This time there was no one to call her home, so she imagined Tomas standing on the road at the edge of the woods, waiting for her.

The walk to the Idle River Bridge took hours. When she passed over the river and looked up, a heavy blanket of gray clouds covered the sky, but it was still bright enough for Liesel to know that it had to be nearing noon. The woods around her were still, the silence broken every now and then by distant calls of winter birds.

She stood in the center of the bridge and looked toward the other side, where Heike had found Tomas’s clothes. Liesel allowed herself a moment to imagine him there, to imagine him broken and bloody and splayed, and then she shut the image away and continued walking.
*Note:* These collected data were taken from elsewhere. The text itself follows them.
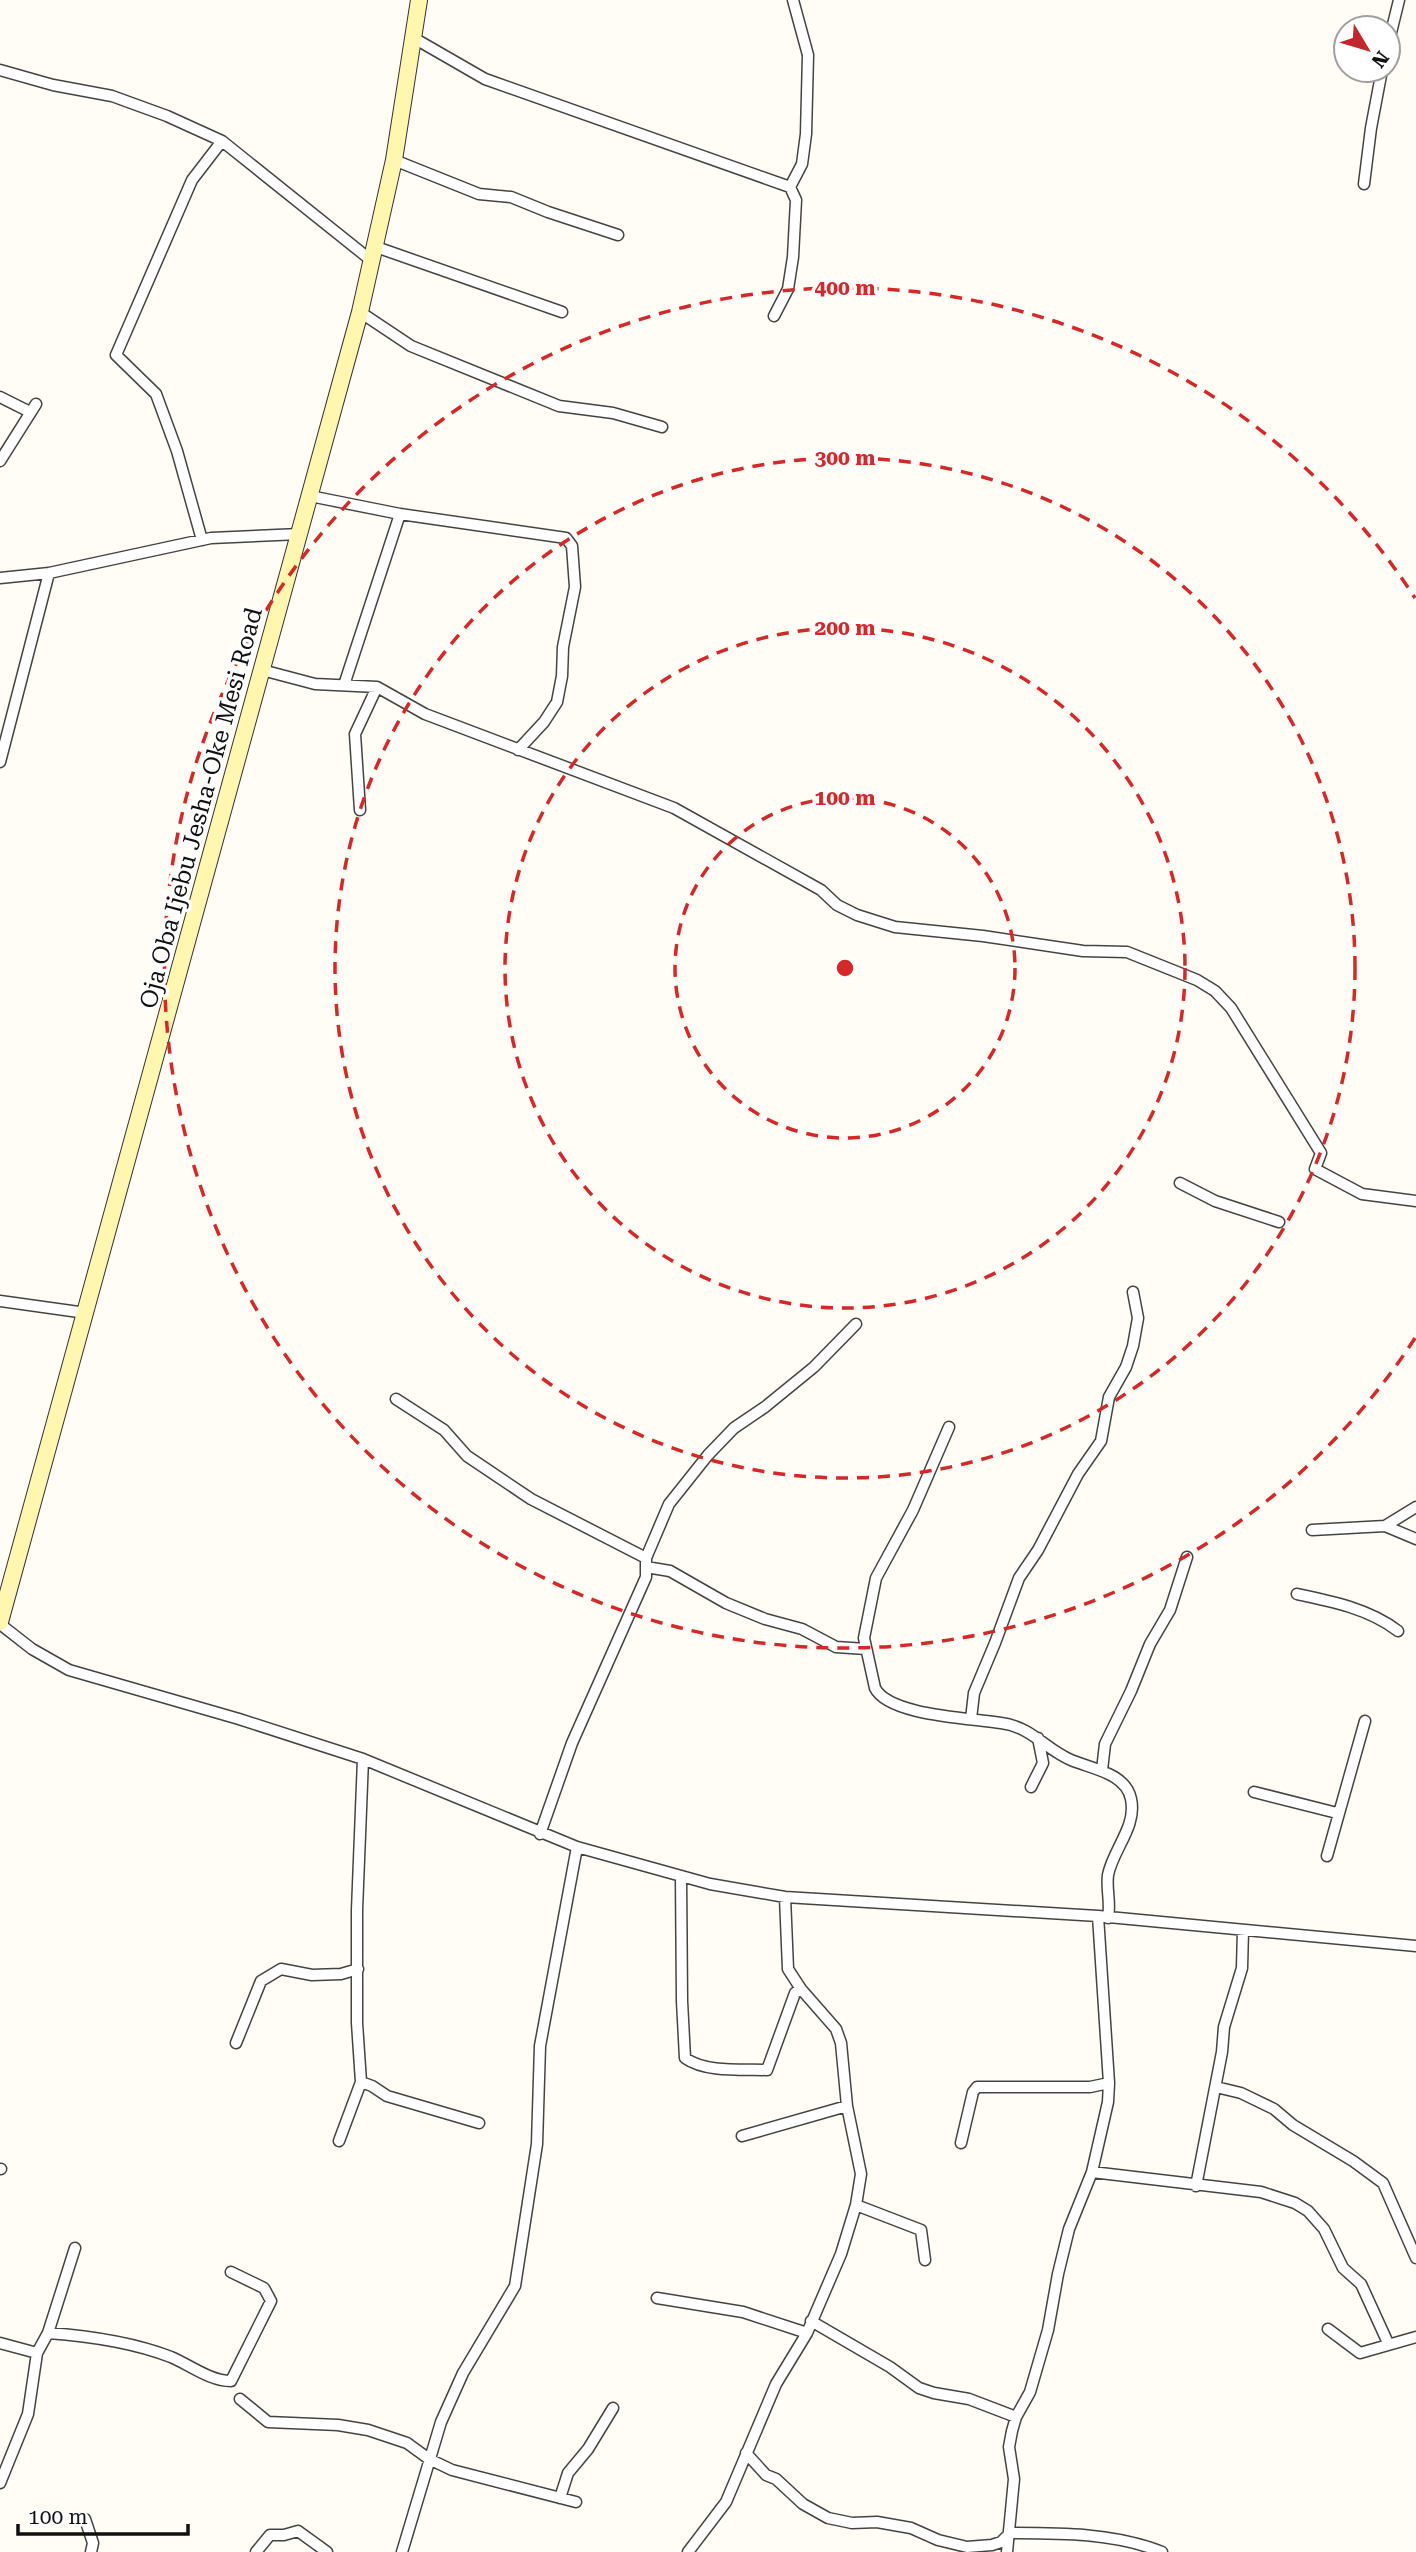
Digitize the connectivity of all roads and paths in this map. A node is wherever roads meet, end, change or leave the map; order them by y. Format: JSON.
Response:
{"nodes":[{"id":1,"x":419,"y":0,"type":"edge"},
{"id":2,"x":793,"y":0,"type":"edge"},
{"id":3,"x":412,"y":37,"type":"junction"},
{"id":4,"x":0,"y":70,"type":"edge"},
{"id":5,"x":1379,"y":84,"type":"edge"},
{"id":6,"x":222,"y":141,"type":"junction"},
{"id":7,"x":394,"y":160,"type":"junction"},
{"id":8,"x":1364,"y":184,"type":"dead end"},
{"id":9,"x":790,"y":187,"type":"junction"},
{"id":10,"x":618,"y":235,"type":"dead end"},
{"id":11,"x":374,"y":254,"type":"junction"},
{"id":12,"x":360,"y":312,"type":"junction"},
{"id":13,"x":562,"y":312,"type":"dead end"},
{"id":14,"x":774,"y":317,"type":"dead end"},
{"id":15,"x":0,"y":397,"type":"edge"},
{"id":16,"x":662,"y":427,"type":"dead end"},
{"id":17,"x":0,"y":461,"type":"edge"},
{"id":18,"x":310,"y":496,"type":"junction"},
{"id":19,"x":400,"y":513,"type":"junction"},
{"id":20,"x":300,"y":534,"type":"junction"},
{"id":21,"x":202,"y":540,"type":"junction"},
{"id":22,"x":48,"y":573,"type":"junction"},
{"id":23,"x":0,"y":578,"type":"edge"},
{"id":24,"x":262,"y":670,"type":"junction"},
{"id":25,"x":344,"y":685,"type":"junction"},
{"id":26,"x":377,"y":687,"type":"junction"},
{"id":27,"x":518,"y":750,"type":"junction"},
{"id":28,"x":0,"y":762,"type":"edge"},
{"id":29,"x":360,"y":810,"type":"dead end"},
{"id":30,"x":1180,"y":1183,"type":"dead end"},
{"id":31,"x":1416,"y":1201,"type":"edge"},
{"id":32,"x":1279,"y":1222,"type":"dead end"},
{"id":33,"x":1133,"y":1292,"type":"dead end"},
{"id":34,"x":0,"y":1301,"type":"edge"},
{"id":35,"x":86,"y":1313,"type":"junction"},
{"id":36,"x":856,"y":1324,"type":"dead end"},
{"id":37,"x":396,"y":1399,"type":"dead end"},
{"id":38,"x":949,"y":1427,"type":"dead end"},
{"id":39,"x":1416,"y":1507,"type":"edge"},
{"id":40,"x":1385,"y":1525,"type":"junction"},
{"id":41,"x":1312,"y":1530,"type":"dead end"},
{"id":42,"x":1416,"y":1539,"type":"edge"},
{"id":43,"x":1187,"y":1557,"type":"dead end"},
{"id":44,"x":646,"y":1563,"type":"junction"},
{"id":45,"x":1297,"y":1594,"type":"dead end"},
{"id":46,"x":0,"y":1623,"type":"edge"},
{"id":47,"x":1398,"y":1631,"type":"dead end"},
{"id":48,"x":866,"y":1649,"type":"junction"},
{"id":49,"x":971,"y":1719,"type":"junction"},
{"id":50,"x":1365,"y":1721,"type":"dead end"},
{"id":51,"x":1038,"y":1738,"type":"junction"},
{"id":52,"x":363,"y":1759,"type":"junction"},
{"id":53,"x":1069,"y":1759,"type":"junction"},
{"id":54,"x":1043,"y":1763,"type":"junction"},
{"id":55,"x":1102,"y":1770,"type":"junction"},
{"id":56,"x":1031,"y":1787,"type":"dead end"},
{"id":57,"x":1254,"y":1793,"type":"dead end"},
{"id":58,"x":1338,"y":1813,"type":"junction"},
{"id":59,"x":540,"y":1834,"type":"junction"},
{"id":60,"x":577,"y":1847,"type":"junction"},
{"id":61,"x":1326,"y":1856,"type":"dead end"},
{"id":62,"x":681,"y":1877,"type":"junction"},
{"id":63,"x":785,"y":1897,"type":"junction"},
{"id":64,"x":1103,"y":1917,"type":"junction"},
{"id":65,"x":1243,"y":1930,"type":"junction"},
{"id":66,"x":1416,"y":1945,"type":"edge"},
{"id":67,"x":358,"y":1969,"type":"junction"},
{"id":68,"x":801,"y":1989,"type":"junction"},
{"id":69,"x":236,"y":2043,"type":"dead end"},
{"id":70,"x":361,"y":2082,"type":"junction"},
{"id":71,"x":1109,"y":2083,"type":"junction"},
{"id":72,"x":1216,"y":2087,"type":"junction"},
{"id":73,"x":847,"y":2106,"type":"junction"},
{"id":74,"x":480,"y":2123,"type":"dead end"},
{"id":75,"x":742,"y":2136,"type":"dead end"},
{"id":76,"x":339,"y":2141,"type":"dead end"},
{"id":77,"x":961,"y":2143,"type":"dead end"},
{"id":78,"x":1090,"y":2171,"type":"junction"},
{"id":79,"x":1196,"y":2186,"type":"junction"},
{"id":80,"x":856,"y":2206,"type":"junction"},
{"id":81,"x":75,"y":2248,"type":"dead end"},
{"id":82,"x":1416,"y":2258,"type":"edge"},
{"id":83,"x":925,"y":2260,"type":"dead end"},
{"id":84,"x":231,"y":2272,"type":"dead end"},
{"id":85,"x":657,"y":2298,"type":"dead end"},
{"id":86,"x":1044,"y":2320,"type":"dead end"},
{"id":87,"x":811,"y":2322,"type":"junction"},
{"id":88,"x":1328,"y":2329,"type":"dead end"},
{"id":89,"x":48,"y":2333,"type":"junction"},
{"id":90,"x":807,"y":2333,"type":"junction"},
{"id":91,"x":1416,"y":2337,"type":"edge"},
{"id":92,"x":0,"y":2343,"type":"edge"},
{"id":93,"x":1388,"y":2343,"type":"junction"},
{"id":94,"x":37,"y":2353,"type":"junction"},
{"id":95,"x":240,"y":2399,"type":"dead end"},
{"id":96,"x":613,"y":2408,"type":"dead end"},
{"id":97,"x":1016,"y":2417,"type":"junction"},
{"id":98,"x":746,"y":2453,"type":"junction"},
{"id":99,"x":429,"y":2459,"type":"junction"},
{"id":100,"x":0,"y":2483,"type":"edge"},
{"id":101,"x":560,"y":2498,"type":"junction"},
{"id":102,"x":576,"y":2502,"type":"dead end"},
{"id":103,"x":85,"y":2519,"type":"dead end"},
{"id":104,"x":1010,"y":2533,"type":"junction"},
{"id":105,"x":91,"y":2552,"type":"edge"},
{"id":106,"x":257,"y":2552,"type":"edge"},
{"id":107,"x":327,"y":2552,"type":"edge"},
{"id":108,"x":402,"y":2552,"type":"edge"},
{"id":109,"x":688,"y":2552,"type":"edge"},
{"id":110,"x":1007,"y":2552,"type":"edge"},
{"id":111,"x":1163,"y":2552,"type":"edge"}],
"edges":[{"from":1,"to":3,"type":"main road","name":"Oja Oba Ijebu Jesha-Oke Mesi Road"},
{"from":2,"to":9,"type":"street"},
{"from":3,"to":7,"type":"main road","name":"Oja Oba Ijebu Jesha-Oke Mesi Road"},
{"from":3,"to":9,"type":"street"},
{"from":4,"to":6,"type":"street"},
{"from":5,"to":8,"type":"street"},
{"from":6,"to":11,"type":"street"},
{"from":6,"to":21,"type":"street"},
{"from":7,"to":10,"type":"street"},
{"from":7,"to":11,"type":"main road","name":"Oja Oba Ijebu Jesha-Oke Mesi Road"},
{"from":9,"to":14,"type":"street"},
{"from":11,"to":12,"type":"main road","name":"Oja Oba Ijebu Jesha-Oke Mesi Road"},
{"from":11,"to":13,"type":"street"},
{"from":12,"to":16,"type":"street"},
{"from":12,"to":18,"type":"main road","name":"Oja Oba Ijebu Jesha-Oke Mesi Road"},
{"from":15,"to":17,"type":"street"},
{"from":18,"to":19,"type":"street"},
{"from":18,"to":20,"type":"main road","name":"Oja Oba Ijebu Jesha-Oke Mesi Road"},
{"from":19,"to":25,"type":"street"},
{"from":19,"to":27,"type":"street"},
{"from":20,"to":21,"type":"street"},
{"from":20,"to":24,"type":"main road","name":"Oja Oba Ijebu Jesha-Oke Mesi Road"},
{"from":21,"to":22,"type":"street"},
{"from":22,"to":23,"type":"street"},
{"from":22,"to":28,"type":"street"},
{"from":24,"to":25,"type":"street"},
{"from":24,"to":35,"type":"main road","name":"Oja Oba Ijebu Jesha-Oke Mesi Road"},
{"from":25,"to":26,"type":"street"},
{"from":26,"to":27,"type":"street"},
{"from":26,"to":29,"type":"street"},
{"from":27,"to":31,"type":"street"},
{"from":30,"to":32,"type":"street"},
{"from":33,"to":49,"type":"street"},
{"from":34,"to":35,"type":"street"},
{"from":35,"to":46,"type":"main road","name":"Oja Oba Ijebu Jesha-Oke Mesi Road"},
{"from":36,"to":44,"type":"street"},
{"from":37,"to":44,"type":"street"},
{"from":38,"to":48,"type":"street"},
{"from":39,"to":40,"type":"street"},
{"from":40,"to":41,"type":"street"},
{"from":40,"to":42,"type":"street"},
{"from":43,"to":55,"type":"street"},
{"from":44,"to":48,"type":"street"},
{"from":44,"to":59,"type":"street"},
{"from":45,"to":47,"type":"street"},
{"from":46,"to":52,"type":"street"},
{"from":48,"to":49,"type":"street"},
{"from":49,"to":51,"type":"street"},
{"from":50,"to":58,"type":"street"},
{"from":51,"to":53,"type":"street"},
{"from":51,"to":54,"type":"street"},
{"from":52,"to":59,"type":"street"},
{"from":52,"to":67,"type":"street"},
{"from":53,"to":54,"type":"street"},
{"from":53,"to":55,"type":"street"},
{"from":54,"to":56,"type":"street"},
{"from":55,"to":64,"type":"street"},
{"from":57,"to":58,"type":"street"},
{"from":58,"to":61,"type":"street"},
{"from":59,"to":60,"type":"street"},
{"from":60,"to":62,"type":"street"},
{"from":60,"to":99,"type":"street"},
{"from":62,"to":63,"type":"street"},
{"from":62,"to":68,"type":"street"},
{"from":63,"to":64,"type":"street"},
{"from":63,"to":68,"type":"street"},
{"from":64,"to":65,"type":"street"},
{"from":64,"to":71,"type":"street"},
{"from":65,"to":66,"type":"street"},
{"from":65,"to":72,"type":"street"},
{"from":67,"to":69,"type":"street"},
{"from":67,"to":70,"type":"street"},
{"from":68,"to":73,"type":"street"},
{"from":70,"to":74,"type":"street"},
{"from":70,"to":76,"type":"street"},
{"from":71,"to":77,"type":"street"},
{"from":71,"to":78,"type":"street"},
{"from":72,"to":79,"type":"street"},
{"from":72,"to":82,"type":"street"},
{"from":73,"to":75,"type":"street"},
{"from":73,"to":80,"type":"street"},
{"from":78,"to":79,"type":"street"},
{"from":78,"to":86,"type":"street"},
{"from":78,"to":97,"type":"street"},
{"from":79,"to":93,"type":"street"},
{"from":80,"to":83,"type":"street"},
{"from":80,"to":87,"type":"street"},
{"from":81,"to":89,"type":"street"},
{"from":84,"to":89,"type":"street"},
{"from":85,"to":90,"type":"street"},
{"from":87,"to":90,"type":"street"},
{"from":87,"to":97,"type":"street"},
{"from":88,"to":93,"type":"street"},
{"from":89,"to":94,"type":"street"},
{"from":90,"to":98,"type":"street"},
{"from":91,"to":93,"type":"street"},
{"from":92,"to":94,"type":"street"},
{"from":94,"to":100,"type":"street"},
{"from":95,"to":99,"type":"street"},
{"from":96,"to":101,"type":"street"},
{"from":97,"to":104,"type":"street"},
{"from":98,"to":104,"type":"street"},
{"from":98,"to":109,"type":"street"},
{"from":99,"to":101,"type":"street"},
{"from":99,"to":108,"type":"street"},
{"from":101,"to":102,"type":"street"},
{"from":103,"to":105,"type":"street"},
{"from":104,"to":110,"type":"street"},
{"from":104,"to":111,"type":"street"},
{"from":106,"to":107,"type":"street"}]}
There were bloodstains on the stones. The lantern hanging there seemed like it should have been brighter or hotter than the others, but it wasn’t. She turned in a circle and peered into the gloom between the trees. Underbrush clustered around the roots and up against the side of the road near the lantern, so thick and wild it was a wonder it hadn’t yet grown over the stones.

She kneeled near the bloodstains. The children of Greymist Fair were not unaccustomed to blood or death, but it was not the same knowing this was Tomas’s blood. She took a few deep breaths. There—on one stone, so faint it might go unnoticed, were signs of smearing. The marks headed toward the right side of the road, where several branches had broken off a bush. Liesel got to her feet and went to investigate.

She didn’t want to find Tomas. She didn’t want to see what his body looked like now. But she also couldn’t leave him for the animals and the elements. He deserved to be buried beside their parents. She slipped between the trees, forgetting the forest, forgetting the wargs, forgetting herself. Far enough that no one would come looking.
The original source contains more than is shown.